I will be inserting this code in a AS.Studio app.
TIA
on changeCase of subject to someCase
local subject, someCase, returnList
set returnList to true
if someCase is not in {"lower", "upper", "title", "capitalize"} then error "Invalid case for changeCase()" number 1
-- Make one-item list if needed
if subject's class is not list then set {subject, returnList} to {{subject}, false}
count subject
repeat with i from 1 to result
do shell script "/usr/bin/python -c \"import sys; print unicode(sys.argv[1], 'utf8')." & someCase & "().encode('utf8')\" " & quoted form of (subject's item i)
set subject's item i to result
end repeat
if not returnList then set subject to subject's first item
return subject
end changeCase
changeCase of "hELLO, wORlD!" to "lower"
-- Python should handle accented characters as well. Try out this line:
-- changeCase of "hELLo, wORlD! éèê äöü ñ" to "upper"
It doesn’t strip diacriticals for me (10.4.10).
I thought a bit more about this and came up with this.

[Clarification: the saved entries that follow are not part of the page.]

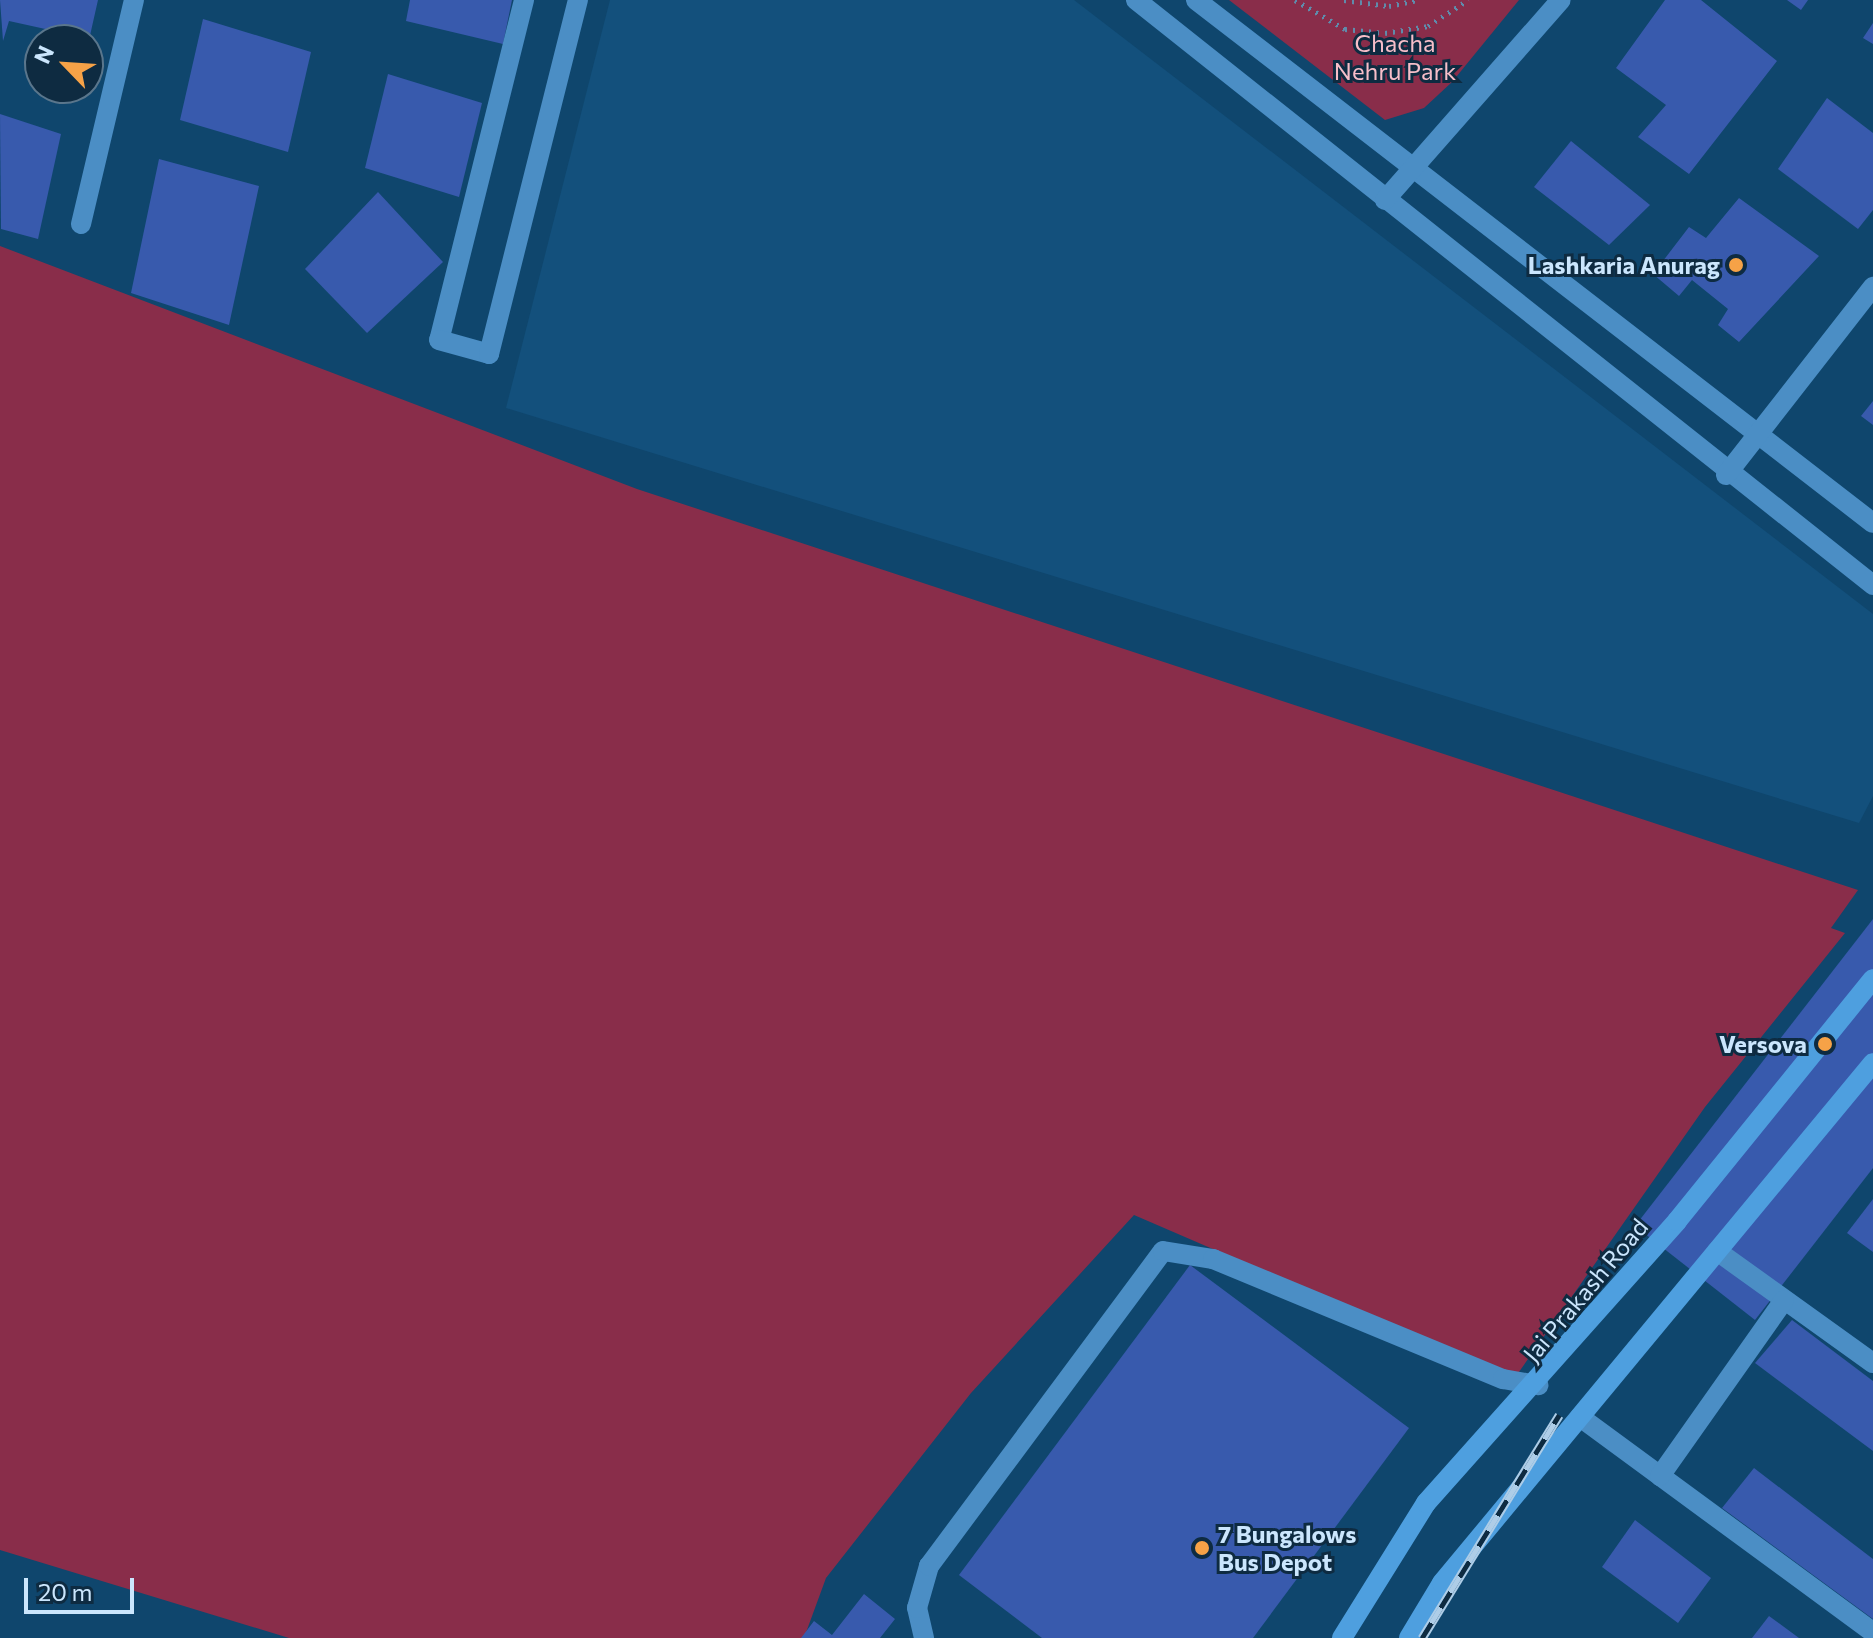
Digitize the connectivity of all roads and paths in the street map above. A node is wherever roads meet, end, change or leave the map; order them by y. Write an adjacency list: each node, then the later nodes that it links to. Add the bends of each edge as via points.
1 (134, 0): 13 (street)
2 (524, 0): 3 (street, via 439,340 489,354)
3 (578, 0)
4 (1136, 0): 12 (street)
5 (1196, 0): 11 (street)
6 (1295, 0): 9 (path, via 1345,29 1385,33 1428,26)
7 (1344, 0): 8 (path, via 1389,6)
8 (1418, 0)
9 (1468, 0)
10 (1561, 0): 11 (street)
11 (1413, 166): 12 (street); 15 (street)
12 (1385, 200): 16 (street)
13 (81, 224)
14 (1873, 287): 15 (street)
15 (1757, 433): 16 (street); 17 (street)
16 (1726, 475): 18 (street)
17 (1873, 523)
18 (1873, 585)
19 (1873, 979): 24 (main road, Jai Prakash Road)
20 (1873, 1063): 21 (main road)
21 (1717, 1251): 22 (street); 25 (main road)
22 (1784, 1300): 23 (street); 26 (street)
23 (1873, 1363)
24 (1538, 1385): 28 (street, via 1503,1379 1213,1259 1163,1251 929,1566 917,1608); 29 (main road, Jai Prakash Road, via 1426,1503)
25 (1580, 1417): 26 (street); 30 (main road, via 1442,1583)
26 (1660, 1476): 27 (street)
27 (1873, 1632)
28 (924, 1638)
29 (1342, 1638)
30 (1409, 1638)

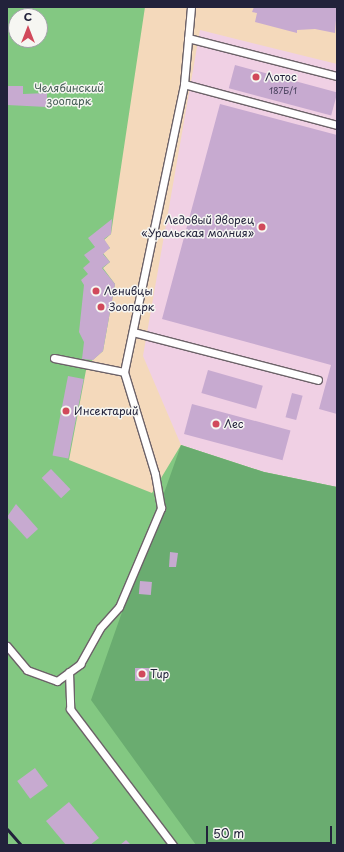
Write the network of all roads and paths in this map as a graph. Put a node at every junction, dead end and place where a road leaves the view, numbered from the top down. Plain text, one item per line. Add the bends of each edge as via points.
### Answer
1 (191, 7) edge
2 (188, 38) junction
3 (337, 76) edge
4 (184, 84) junction
5 (337, 125) edge
6 (133, 332) junction
7 (54, 358) dead end
8 (124, 372) junction
9 (318, 380) dead end
10 (7, 646) edge
11 (69, 672) junction
12 (173, 845) edge

1 - 2 lane
2 - 3 lane
2 - 4 lane
4 - 5 lane
4 - 6 lane
6 - 8 lane
6 - 9 lane
7 - 8 lane
8 - 11 lane via 155,474 160,508 119,607 100,628 80,664
10 - 11 lane via 27,670 57,681
11 - 12 lane via 70,708

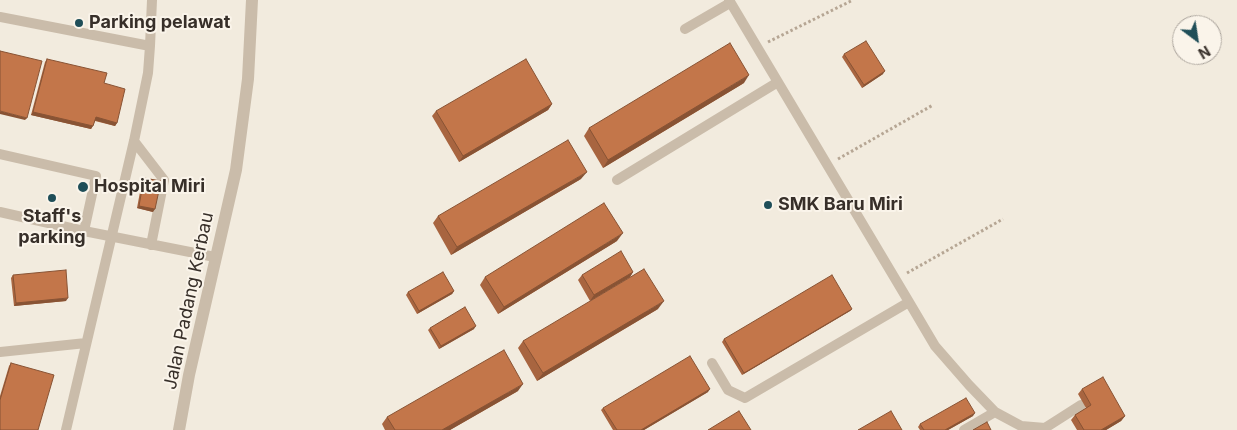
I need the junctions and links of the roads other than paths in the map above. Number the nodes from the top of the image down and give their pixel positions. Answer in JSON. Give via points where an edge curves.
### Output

It’s simple, fast and native applescript. The code should be easy to understand for those wishing to further improve it.
--REMOVE DIACRITICALS AND SET CASE TO UPPER, lower, Title, .Sentence, & none
--written by GEOFF LACY
global upper
global lower
set none to "ABCDEFGHIJKLMNOPQRSTUVWXYZabcdefghijklmnopqrstuvwxyz" -- ; default
set upper to "ABCDEFGHIJKLMNOPQRSTUVWXYZ" -- upper
set lower to "abcdefghijklmnopqrstuvwxyz" -- lower
set title to "ABCDEFGHIJKLMNOPQRSTUVWXYZ " -- space at the end helps detect Title case
--set sentence to ""
-----------------------------------------------------------------------
set stringToConvert to "teS23a a 49348 tin g âîçÇé èå åÄ ü"
set _caseChange to upper --lower, upper, title, none; Considering title Vs. titleStrict
-----------------------------------------------------------------------
--MAIN
if _caseChange is equal to none then
considering case but ignoring diacriticals
get removeDiacriticalMarks(stringToConvert, _caseChange)
end considering
else if (_caseChange is equal to upper or _caseChange is equal to lower) then
ignoring diacriticals
get removeDiacriticalMarks(stringToConvert, _caseChange)
end ignoring
else if _caseChange is equal to title then
ignoring diacriticals
get removeDiacriticalMarks2(stringToConvert, _caseChange)
end ignoring
end if
-----------------------------------------------------------------------
on removeDiacriticalMarks(stringToConvert, _caseChange) -- UPPER and lower case
set newString to ""
repeat with i from 1 to count of characters in stringToConvert
set _index to offset of (character i in stringToConvert) in _caseChange
if _index is not equal to 0 then -- 0=not found
set newString to newString & character (_index) in _caseChange
else
set newString to newString & character i in stringToConvert
end if
end repeat
return newString
end removeDiacriticalMarks
on removeDiacriticalMarks2(stringToConvert, _caseChange) --Title case
set _titlecase to false
set newString to ""
--First character; Capitalize if A-Z
set _index to offset of (character 1 in stringToConvert) in _caseChange
if _index is not equal to 0 then
set newString to newString & character _index in upper
else
set newString to newString & character 1 in stringToConvert
end if
--Subsequent characters; Capitalize after a space
repeat with i from 2 to count of characters in stringToConvert
set _index to offset of (character i in stringToConvert) in _caseChange
if _index is not equal to 0 then --character found
if _index is not equal to 27 then -- a space
if _titlecase is true then
set newString to newString & character _index in upper
set _titlecase to false
else
set newString to newString & character _index in lower
end if
else
-- found a space, so the next character will be capitalized.
set newString to newString & character _index in _caseChange
set _titlecase to true
end if
else
set newString to newString & character i in stringToConvert
end if
end repeat
return newString
end removeDiacriticalMarks2